A.P.V. Rogers, Law on the Battlefield, Manchester University Press, Manchester, 1996, p. 120.
International Institute of Humanitarian Law
During a meeting of the Institute of International Humanitarian Law held in 1993 as part of the process which resulted in the drafting of the 1994 San Remo Manual, a special rapporteur on the protection of the environment in armed conflict stated that the new wording of paragraph 44.5 of the manual stating that “damage to or destruction of the natural environment not justified by military necessity and carried out wantonly is prohibited” was a
response to the concern expressed by a number of participants … that, within the limits of the principle of military necessity, the draft should outlaw the use of the marine environment as an instrument of warfare or as a direct target or object of attack during an armed conflict at sea. 
Louise Doswald-Beck (ed.), San Remo Manual on International Law Applicable to Armed Conflicts at Sea, Cambridge University Press, Cambridge, 1995, p. 119, Explanation, § 44.5.
International Union for the Conservation of Nature
In 1995, the IUCN Commission on Environmental Law, in cooperation with the International Council of Environmental Law, issued the Draft International Covenant on Environment and Development, which was intended to stimulate consideration of a global instrument on environmental conservation and sustainable development. Article 32(2) provides:
Parties shall co-operate to further develop and implement rules and measures to protect the environment during international armed conflict and establish rules and measures to protect the environment during non-international armed conflict. 

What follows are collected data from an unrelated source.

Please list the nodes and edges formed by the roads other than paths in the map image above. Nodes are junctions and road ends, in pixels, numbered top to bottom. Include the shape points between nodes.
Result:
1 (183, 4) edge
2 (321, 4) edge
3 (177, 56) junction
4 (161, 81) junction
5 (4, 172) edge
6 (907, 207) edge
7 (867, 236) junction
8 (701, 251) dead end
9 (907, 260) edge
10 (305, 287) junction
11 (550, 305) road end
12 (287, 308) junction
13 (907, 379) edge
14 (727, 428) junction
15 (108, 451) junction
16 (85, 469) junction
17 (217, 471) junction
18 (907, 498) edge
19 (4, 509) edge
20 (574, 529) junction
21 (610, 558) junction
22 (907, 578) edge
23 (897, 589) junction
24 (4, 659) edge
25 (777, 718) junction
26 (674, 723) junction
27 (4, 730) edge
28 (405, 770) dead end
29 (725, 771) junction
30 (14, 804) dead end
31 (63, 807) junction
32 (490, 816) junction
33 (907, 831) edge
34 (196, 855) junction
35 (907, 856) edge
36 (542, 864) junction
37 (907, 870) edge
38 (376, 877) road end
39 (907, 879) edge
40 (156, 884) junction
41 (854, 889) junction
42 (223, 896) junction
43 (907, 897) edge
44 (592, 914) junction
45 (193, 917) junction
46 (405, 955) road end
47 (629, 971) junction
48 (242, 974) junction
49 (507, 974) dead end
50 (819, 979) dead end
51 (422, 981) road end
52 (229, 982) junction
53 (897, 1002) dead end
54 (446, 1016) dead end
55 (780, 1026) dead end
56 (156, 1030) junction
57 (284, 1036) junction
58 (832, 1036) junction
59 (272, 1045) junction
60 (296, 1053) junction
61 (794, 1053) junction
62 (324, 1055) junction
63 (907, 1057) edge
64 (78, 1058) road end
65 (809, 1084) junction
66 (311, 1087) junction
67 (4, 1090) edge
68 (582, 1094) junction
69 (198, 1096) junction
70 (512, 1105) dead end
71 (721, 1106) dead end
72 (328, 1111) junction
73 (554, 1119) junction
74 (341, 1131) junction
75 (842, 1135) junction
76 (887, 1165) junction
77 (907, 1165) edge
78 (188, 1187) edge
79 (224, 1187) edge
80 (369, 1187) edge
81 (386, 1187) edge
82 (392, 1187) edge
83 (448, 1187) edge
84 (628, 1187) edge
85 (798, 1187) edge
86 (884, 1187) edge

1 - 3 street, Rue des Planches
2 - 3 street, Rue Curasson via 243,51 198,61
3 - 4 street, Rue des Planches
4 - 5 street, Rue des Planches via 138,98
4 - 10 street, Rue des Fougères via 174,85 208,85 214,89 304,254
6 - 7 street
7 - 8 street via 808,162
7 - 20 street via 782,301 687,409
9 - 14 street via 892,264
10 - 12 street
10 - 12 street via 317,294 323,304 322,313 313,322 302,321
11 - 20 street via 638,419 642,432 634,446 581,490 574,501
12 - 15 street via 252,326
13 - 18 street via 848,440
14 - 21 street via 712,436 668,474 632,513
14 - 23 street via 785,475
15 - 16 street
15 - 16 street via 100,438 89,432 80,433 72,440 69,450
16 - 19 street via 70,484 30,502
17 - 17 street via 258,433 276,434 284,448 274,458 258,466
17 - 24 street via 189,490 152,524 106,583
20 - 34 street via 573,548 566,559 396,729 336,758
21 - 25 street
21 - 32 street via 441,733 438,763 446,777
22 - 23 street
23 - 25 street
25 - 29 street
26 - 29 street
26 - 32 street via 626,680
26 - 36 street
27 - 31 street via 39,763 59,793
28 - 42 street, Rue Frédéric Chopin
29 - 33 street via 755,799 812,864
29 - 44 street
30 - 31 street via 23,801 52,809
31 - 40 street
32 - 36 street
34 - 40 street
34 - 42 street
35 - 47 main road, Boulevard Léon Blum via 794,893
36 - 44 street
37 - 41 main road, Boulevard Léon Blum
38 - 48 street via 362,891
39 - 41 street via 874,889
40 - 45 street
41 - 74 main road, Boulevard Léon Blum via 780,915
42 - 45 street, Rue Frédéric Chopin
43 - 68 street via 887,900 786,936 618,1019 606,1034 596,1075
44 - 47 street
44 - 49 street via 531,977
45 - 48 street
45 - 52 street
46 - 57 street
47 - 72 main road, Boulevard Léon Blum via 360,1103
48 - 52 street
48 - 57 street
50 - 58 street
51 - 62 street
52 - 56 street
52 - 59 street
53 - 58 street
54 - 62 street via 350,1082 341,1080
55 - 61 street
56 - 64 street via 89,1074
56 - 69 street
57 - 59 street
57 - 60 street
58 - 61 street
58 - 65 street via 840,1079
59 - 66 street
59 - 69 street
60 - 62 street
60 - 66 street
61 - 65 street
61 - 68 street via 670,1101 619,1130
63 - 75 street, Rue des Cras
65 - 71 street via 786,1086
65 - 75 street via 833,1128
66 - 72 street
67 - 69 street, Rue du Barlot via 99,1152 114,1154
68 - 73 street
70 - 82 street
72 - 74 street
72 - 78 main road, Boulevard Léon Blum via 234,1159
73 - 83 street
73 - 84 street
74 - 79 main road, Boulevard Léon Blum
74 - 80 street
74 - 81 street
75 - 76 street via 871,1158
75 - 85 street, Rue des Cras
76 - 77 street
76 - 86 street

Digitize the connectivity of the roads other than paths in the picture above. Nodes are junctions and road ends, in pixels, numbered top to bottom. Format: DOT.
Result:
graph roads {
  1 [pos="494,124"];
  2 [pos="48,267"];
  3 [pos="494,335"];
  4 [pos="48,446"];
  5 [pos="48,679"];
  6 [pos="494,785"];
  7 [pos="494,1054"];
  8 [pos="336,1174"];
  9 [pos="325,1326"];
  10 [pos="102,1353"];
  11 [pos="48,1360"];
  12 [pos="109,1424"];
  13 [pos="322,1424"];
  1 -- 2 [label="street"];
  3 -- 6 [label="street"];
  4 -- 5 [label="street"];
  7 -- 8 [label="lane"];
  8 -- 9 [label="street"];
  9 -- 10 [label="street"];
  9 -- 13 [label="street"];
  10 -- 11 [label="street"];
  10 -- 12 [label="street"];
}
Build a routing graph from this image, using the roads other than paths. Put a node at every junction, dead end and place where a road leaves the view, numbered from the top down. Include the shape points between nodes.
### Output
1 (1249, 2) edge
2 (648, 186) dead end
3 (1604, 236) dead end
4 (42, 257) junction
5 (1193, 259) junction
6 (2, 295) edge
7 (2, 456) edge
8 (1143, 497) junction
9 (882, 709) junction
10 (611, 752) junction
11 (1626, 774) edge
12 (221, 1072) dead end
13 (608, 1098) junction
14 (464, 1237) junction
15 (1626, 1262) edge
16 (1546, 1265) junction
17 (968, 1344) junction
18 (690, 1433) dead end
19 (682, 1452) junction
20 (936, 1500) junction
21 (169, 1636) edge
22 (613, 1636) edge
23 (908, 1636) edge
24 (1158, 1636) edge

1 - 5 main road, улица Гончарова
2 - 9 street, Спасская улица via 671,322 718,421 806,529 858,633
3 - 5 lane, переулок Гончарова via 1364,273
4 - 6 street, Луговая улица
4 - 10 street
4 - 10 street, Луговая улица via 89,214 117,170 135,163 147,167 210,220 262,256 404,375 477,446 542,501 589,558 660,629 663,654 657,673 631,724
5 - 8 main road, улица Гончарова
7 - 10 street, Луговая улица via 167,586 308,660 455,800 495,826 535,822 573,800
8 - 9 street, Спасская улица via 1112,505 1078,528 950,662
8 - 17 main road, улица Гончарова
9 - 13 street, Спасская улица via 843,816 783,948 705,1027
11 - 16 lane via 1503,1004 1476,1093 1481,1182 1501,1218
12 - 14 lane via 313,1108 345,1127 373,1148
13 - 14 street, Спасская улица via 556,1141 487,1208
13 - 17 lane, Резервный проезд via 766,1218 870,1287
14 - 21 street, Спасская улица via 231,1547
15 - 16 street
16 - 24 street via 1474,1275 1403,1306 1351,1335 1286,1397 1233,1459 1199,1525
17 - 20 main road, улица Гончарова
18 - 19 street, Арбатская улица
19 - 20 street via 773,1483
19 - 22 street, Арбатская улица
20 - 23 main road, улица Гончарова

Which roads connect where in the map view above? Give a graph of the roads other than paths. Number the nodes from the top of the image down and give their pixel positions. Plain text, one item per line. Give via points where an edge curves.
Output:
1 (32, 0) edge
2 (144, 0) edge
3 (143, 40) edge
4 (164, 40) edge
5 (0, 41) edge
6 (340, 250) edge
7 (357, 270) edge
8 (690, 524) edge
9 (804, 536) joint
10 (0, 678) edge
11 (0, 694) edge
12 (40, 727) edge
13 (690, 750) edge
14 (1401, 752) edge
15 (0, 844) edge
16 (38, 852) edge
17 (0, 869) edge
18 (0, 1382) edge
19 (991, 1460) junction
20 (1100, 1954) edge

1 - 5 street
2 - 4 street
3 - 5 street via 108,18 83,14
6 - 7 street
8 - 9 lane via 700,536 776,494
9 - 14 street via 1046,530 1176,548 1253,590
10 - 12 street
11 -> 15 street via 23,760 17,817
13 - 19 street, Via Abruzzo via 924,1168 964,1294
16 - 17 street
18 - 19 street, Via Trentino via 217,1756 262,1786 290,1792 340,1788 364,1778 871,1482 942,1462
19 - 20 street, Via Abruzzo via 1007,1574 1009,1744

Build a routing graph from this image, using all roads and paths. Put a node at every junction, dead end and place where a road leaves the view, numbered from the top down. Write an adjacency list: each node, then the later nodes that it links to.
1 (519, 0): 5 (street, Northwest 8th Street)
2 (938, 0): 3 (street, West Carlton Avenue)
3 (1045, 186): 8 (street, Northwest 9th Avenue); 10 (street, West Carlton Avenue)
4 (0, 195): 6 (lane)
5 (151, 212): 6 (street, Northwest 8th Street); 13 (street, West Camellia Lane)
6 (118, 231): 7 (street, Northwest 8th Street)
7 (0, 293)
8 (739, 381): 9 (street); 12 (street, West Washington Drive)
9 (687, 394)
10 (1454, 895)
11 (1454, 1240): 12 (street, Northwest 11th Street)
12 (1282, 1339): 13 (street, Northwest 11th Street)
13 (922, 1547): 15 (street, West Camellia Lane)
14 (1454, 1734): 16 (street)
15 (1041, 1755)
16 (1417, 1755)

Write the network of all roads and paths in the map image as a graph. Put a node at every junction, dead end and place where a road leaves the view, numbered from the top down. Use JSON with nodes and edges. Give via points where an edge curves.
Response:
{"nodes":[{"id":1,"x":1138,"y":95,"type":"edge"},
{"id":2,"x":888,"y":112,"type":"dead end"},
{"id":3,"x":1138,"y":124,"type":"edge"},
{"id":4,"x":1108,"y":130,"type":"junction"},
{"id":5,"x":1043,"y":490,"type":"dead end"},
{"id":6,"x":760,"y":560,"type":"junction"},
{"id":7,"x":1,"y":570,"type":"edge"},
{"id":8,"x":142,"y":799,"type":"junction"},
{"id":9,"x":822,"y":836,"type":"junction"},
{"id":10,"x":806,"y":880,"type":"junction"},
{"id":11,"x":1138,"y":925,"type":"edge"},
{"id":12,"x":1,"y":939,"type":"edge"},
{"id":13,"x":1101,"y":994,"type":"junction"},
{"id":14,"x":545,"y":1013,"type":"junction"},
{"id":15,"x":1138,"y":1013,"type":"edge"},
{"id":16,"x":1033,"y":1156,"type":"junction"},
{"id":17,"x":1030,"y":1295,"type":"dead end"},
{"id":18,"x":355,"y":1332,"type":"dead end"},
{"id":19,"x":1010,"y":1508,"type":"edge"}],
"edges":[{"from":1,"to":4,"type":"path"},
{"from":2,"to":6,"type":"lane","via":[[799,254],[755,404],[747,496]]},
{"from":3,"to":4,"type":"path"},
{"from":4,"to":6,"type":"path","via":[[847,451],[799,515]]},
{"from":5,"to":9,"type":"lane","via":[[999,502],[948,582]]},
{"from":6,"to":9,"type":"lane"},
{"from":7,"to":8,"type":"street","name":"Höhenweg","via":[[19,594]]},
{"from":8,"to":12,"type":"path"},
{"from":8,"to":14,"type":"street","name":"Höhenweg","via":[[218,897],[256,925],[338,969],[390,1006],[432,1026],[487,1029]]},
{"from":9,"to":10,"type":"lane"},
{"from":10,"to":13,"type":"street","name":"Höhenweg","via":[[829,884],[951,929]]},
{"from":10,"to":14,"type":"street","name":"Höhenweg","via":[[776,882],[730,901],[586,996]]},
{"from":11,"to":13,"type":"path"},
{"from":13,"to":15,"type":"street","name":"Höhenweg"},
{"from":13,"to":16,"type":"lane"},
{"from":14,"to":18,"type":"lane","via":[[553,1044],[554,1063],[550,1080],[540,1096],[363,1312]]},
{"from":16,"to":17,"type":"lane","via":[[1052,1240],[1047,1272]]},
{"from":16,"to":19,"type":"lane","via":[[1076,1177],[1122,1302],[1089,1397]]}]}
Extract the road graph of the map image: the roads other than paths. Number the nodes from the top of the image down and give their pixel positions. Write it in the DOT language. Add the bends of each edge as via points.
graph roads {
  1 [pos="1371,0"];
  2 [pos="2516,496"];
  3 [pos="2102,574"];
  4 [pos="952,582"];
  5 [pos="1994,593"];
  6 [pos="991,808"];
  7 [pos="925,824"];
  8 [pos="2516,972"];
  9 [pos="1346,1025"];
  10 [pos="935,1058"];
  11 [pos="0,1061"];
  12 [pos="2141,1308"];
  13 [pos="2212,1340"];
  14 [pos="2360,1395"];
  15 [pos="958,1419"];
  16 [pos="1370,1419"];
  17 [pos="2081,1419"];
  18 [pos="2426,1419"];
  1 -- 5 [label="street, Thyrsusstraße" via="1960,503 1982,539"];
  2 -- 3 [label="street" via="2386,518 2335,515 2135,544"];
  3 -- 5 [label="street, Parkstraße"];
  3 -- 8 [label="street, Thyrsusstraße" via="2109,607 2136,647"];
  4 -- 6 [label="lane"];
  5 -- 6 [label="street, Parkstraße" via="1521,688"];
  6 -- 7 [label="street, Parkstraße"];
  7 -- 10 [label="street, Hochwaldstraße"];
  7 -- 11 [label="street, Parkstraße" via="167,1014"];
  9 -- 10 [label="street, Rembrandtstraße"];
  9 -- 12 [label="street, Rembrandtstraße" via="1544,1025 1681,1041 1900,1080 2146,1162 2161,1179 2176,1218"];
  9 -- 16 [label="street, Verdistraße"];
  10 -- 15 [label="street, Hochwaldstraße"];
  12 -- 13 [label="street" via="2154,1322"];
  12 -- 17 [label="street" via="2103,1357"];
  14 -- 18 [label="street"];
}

IUCN, Commission on Environmental Law, Draft International Covenant on Environment and Development, Bonn, March 1995, Article 32(2).
The commentary on this draft provision notes:
Paragraph 2 aims at the further development of the law on this subject, both to deal with international armed conflict and non-international armed conflict. In the latter case, there is a particularly glaring dearth of law which must be remedied. 
IUCN, Commission on Environmental Law, Draft International Covenant on Environment and Development, Bonn, March 1995, Commentary on Article 32(2).